▸ Exercise brief
The entries below are to be repeated exactly, and their pictures left out.
Segment Start: Entries shown
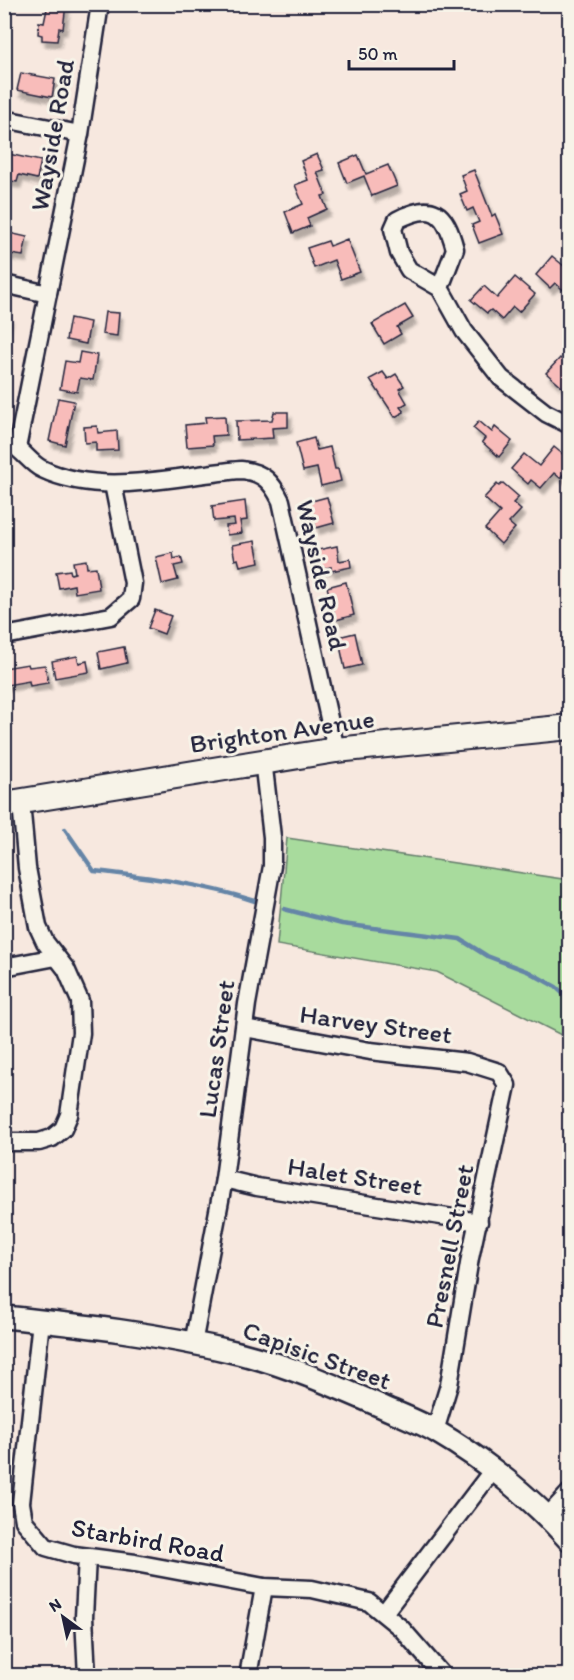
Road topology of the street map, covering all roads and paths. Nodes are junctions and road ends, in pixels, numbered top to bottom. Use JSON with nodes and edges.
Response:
{"nodes":[{"id":1,"x":100,"y":4,"type":"edge"},
{"id":2,"x":4,"y":119,"type":"edge"},
{"id":3,"x":80,"y":134,"type":"junction"},
{"id":4,"x":4,"y":284,"type":"edge"},
{"id":5,"x":440,"y":288,"type":"junction"},
{"id":6,"x":48,"y":294,"type":"junction"},
{"id":7,"x":570,"y":425,"type":"edge"},
{"id":8,"x":11,"y":446,"type":"edge"},
{"id":9,"x":113,"y":484,"type":"junction"},
{"id":10,"x":4,"y":636,"type":"edge"},
{"id":11,"x":570,"y":727,"type":"edge"},
{"id":12,"x":336,"y":750,"type":"junction"},
{"id":13,"x":263,"y":760,"type":"junction"},
{"id":14,"x":13,"y":803,"type":"edge"},
{"id":15,"x":56,"y":957,"type":"junction"},
{"id":16,"x":4,"y":967,"type":"edge"},
{"id":17,"x":245,"y":1028,"type":"junction"},
{"id":18,"x":499,"y":1072,"type":"joint"},
{"id":19,"x":4,"y":1142,"type":"edge"},
{"id":20,"x":224,"y":1179,"type":"junction"},
{"id":21,"x":479,"y":1222,"type":"junction"},
{"id":22,"x":4,"y":1317,"type":"edge"},
{"id":23,"x":41,"y":1321,"type":"junction"},
{"id":24,"x":193,"y":1344,"type":"junction"},
{"id":25,"x":435,"y":1431,"type":"junction"},
{"id":26,"x":492,"y":1471,"type":"junction"},
{"id":27,"x":570,"y":1492,"type":"edge"},
{"id":28,"x":548,"y":1516,"type":"junction"},
{"id":29,"x":570,"y":1541,"type":"edge"},
{"id":30,"x":87,"y":1557,"type":"junction"},
{"id":31,"x":264,"y":1587,"type":"junction"},
{"id":32,"x":384,"y":1613,"type":"junction"},
{"id":33,"x":87,"y":1676,"type":"edge"},
{"id":34,"x":248,"y":1676,"type":"edge"},
{"id":35,"x":443,"y":1676,"type":"edge"}],
"edges":[{"from":1,"to":3,"type":"street","name":"Wayside Road"},
{"from":2,"to":3,"type":"street"},
{"from":3,"to":6,"type":"street","name":"Wayside Road"},
{"from":4,"to":6,"type":"street"},
{"from":5,"to":5,"type":"street"},
{"from":5,"to":7,"type":"street"},
{"from":6,"to":8,"type":"street","name":"Wayside Road"},
{"from":8,"to":9,"type":"street","name":"Wayside Road"},
{"from":9,"to":10,"type":"street"},
{"from":9,"to":12,"type":"street","name":"Wayside Road"},
{"from":11,"to":12,"type":"main road","name":"Brighton Avenue"},
{"from":12,"to":13,"type":"main road","name":"Brighton Avenue"},
{"from":13,"to":14,"type":"main road","name":"Brighton Avenue"},
{"from":13,"to":17,"type":"street","name":"Lucas Street"},
{"from":14,"to":15,"type":"street"},
{"from":15,"to":16,"type":"street"},
{"from":15,"to":19,"type":"street"},
{"from":17,"to":18,"type":"street","name":"Harvey Street"},
{"from":17,"to":20,"type":"street","name":"Lucas Street"},
{"from":18,"to":21,"type":"street","name":"Presnell Street"},
{"from":20,"to":21,"type":"street","name":"Halet Street"},
{"from":20,"to":24,"type":"street","name":"Lucas Street"},
{"from":21,"to":25,"type":"street","name":"Presnell Street"},
{"from":22,"to":23,"type":"street","name":"Capisic Street"},
{"from":23,"to":24,"type":"street","name":"Capisic Street"},
{"from":23,"to":30,"type":"street","name":"Starbird Road"},
{"from":24,"to":25,"type":"street","name":"Capisic Street"},
{"from":25,"to":26,"type":"street","name":"Capisic Street"},
{"from":26,"to":28,"type":"street","name":"Capisic Street"},
{"from":26,"to":32,"type":"street"},
{"from":27,"to":28,"type":"street"},
{"from":28,"to":29,"type":"street","name":"Capisic Street"},
{"from":30,"to":31,"type":"street","name":"Starbird Road"},
{"from":30,"to":33,"type":"street"},
{"from":31,"to":32,"type":"street","name":"Starbird Road"},
{"from":31,"to":34,"type":"street"},
{"from":32,"to":35,"type":"street","name":"Starbird Road"}]}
Segment End: Entries shown
▸ Solution to the exercise
Road topology of the street map, covering all roads and paths. Nodes are junctions and road ends, in pixels, numbered top to bottom. Use JSON with nodes and edges.
Response:
{"nodes":[{"id":1,"x":100,"y":4,"type":"edge"},
{"id":2,"x":4,"y":119,"type":"edge"},
{"id":3,"x":80,"y":134,"type":"junction"},
{"id":4,"x":4,"y":284,"type":"edge"},
{"id":5,"x":440,"y":288,"type":"junction"},
{"id":6,"x":48,"y":294,"type":"junction"},
{"id":7,"x":570,"y":425,"type":"edge"},
{"id":8,"x":11,"y":446,"type":"edge"},
{"id":9,"x":113,"y":484,"type":"junction"},
{"id":10,"x":4,"y":636,"type":"edge"},
{"id":11,"x":570,"y":727,"type":"edge"},
{"id":12,"x":336,"y":750,"type":"junction"},
{"id":13,"x":263,"y":760,"type":"junction"},
{"id":14,"x":13,"y":803,"type":"edge"},
{"id":15,"x":56,"y":957,"type":"junction"},
{"id":16,"x":4,"y":967,"type":"edge"},
{"id":17,"x":245,"y":1028,"type":"junction"},
{"id":18,"x":499,"y":1072,"type":"joint"},
{"id":19,"x":4,"y":1142,"type":"edge"},
{"id":20,"x":224,"y":1179,"type":"junction"},
{"id":21,"x":479,"y":1222,"type":"junction"},
{"id":22,"x":4,"y":1317,"type":"edge"},
{"id":23,"x":41,"y":1321,"type":"junction"},
{"id":24,"x":193,"y":1344,"type":"junction"},
{"id":25,"x":435,"y":1431,"type":"junction"},
{"id":26,"x":492,"y":1471,"type":"junction"},
{"id":27,"x":570,"y":1492,"type":"edge"},
{"id":28,"x":548,"y":1516,"type":"junction"},
{"id":29,"x":570,"y":1541,"type":"edge"},
{"id":30,"x":87,"y":1557,"type":"junction"},
{"id":31,"x":264,"y":1587,"type":"junction"},
{"id":32,"x":384,"y":1613,"type":"junction"},
{"id":33,"x":87,"y":1676,"type":"edge"},
{"id":34,"x":248,"y":1676,"type":"edge"},
{"id":35,"x":443,"y":1676,"type":"edge"}],
"edges":[{"from":1,"to":3,"type":"street","name":"Wayside Road"},
{"from":2,"to":3,"type":"street"},
{"from":3,"to":6,"type":"street","name":"Wayside Road"},
{"from":4,"to":6,"type":"street"},
{"from":5,"to":5,"type":"street"},
{"from":5,"to":7,"type":"street"},
{"from":6,"to":8,"type":"street","name":"Wayside Road"},
{"from":8,"to":9,"type":"street","name":"Wayside Road"},
{"from":9,"to":10,"type":"street"},
{"from":9,"to":12,"type":"street","name":"Wayside Road"},
{"from":11,"to":12,"type":"main road","name":"Brighton Avenue"},
{"from":12,"to":13,"type":"main road","name":"Brighton Avenue"},
{"from":13,"to":14,"type":"main road","name":"Brighton Avenue"},
{"from":13,"to":17,"type":"street","name":"Lucas Street"},
{"from":14,"to":15,"type":"street"},
{"from":15,"to":16,"type":"street"},
{"from":15,"to":19,"type":"street"},
{"from":17,"to":18,"type":"street","name":"Harvey Street"},
{"from":17,"to":20,"type":"street","name":"Lucas Street"},
{"from":18,"to":21,"type":"street","name":"Presnell Street"},
{"from":20,"to":21,"type":"street","name":"Halet Street"},
{"from":20,"to":24,"type":"street","name":"Lucas Street"},
{"from":21,"to":25,"type":"street","name":"Presnell Street"},
{"from":22,"to":23,"type":"street","name":"Capisic Street"},
{"from":23,"to":24,"type":"street","name":"Capisic Street"},
{"from":23,"to":30,"type":"street","name":"Starbird Road"},
{"from":24,"to":25,"type":"street","name":"Capisic Street"},
{"from":25,"to":26,"type":"street","name":"Capisic Street"},
{"from":26,"to":28,"type":"street","name":"Capisic Street"},
{"from":26,"to":32,"type":"street"},
{"from":27,"to":28,"type":"street"},
{"from":28,"to":29,"type":"street","name":"Capisic Street"},
{"from":30,"to":31,"type":"street","name":"Starbird Road"},
{"from":30,"to":33,"type":"street"},
{"from":31,"to":32,"type":"street","name":"Starbird Road"},
{"from":31,"to":34,"type":"street"},
{"from":32,"to":35,"type":"street","name":"Starbird Road"}]}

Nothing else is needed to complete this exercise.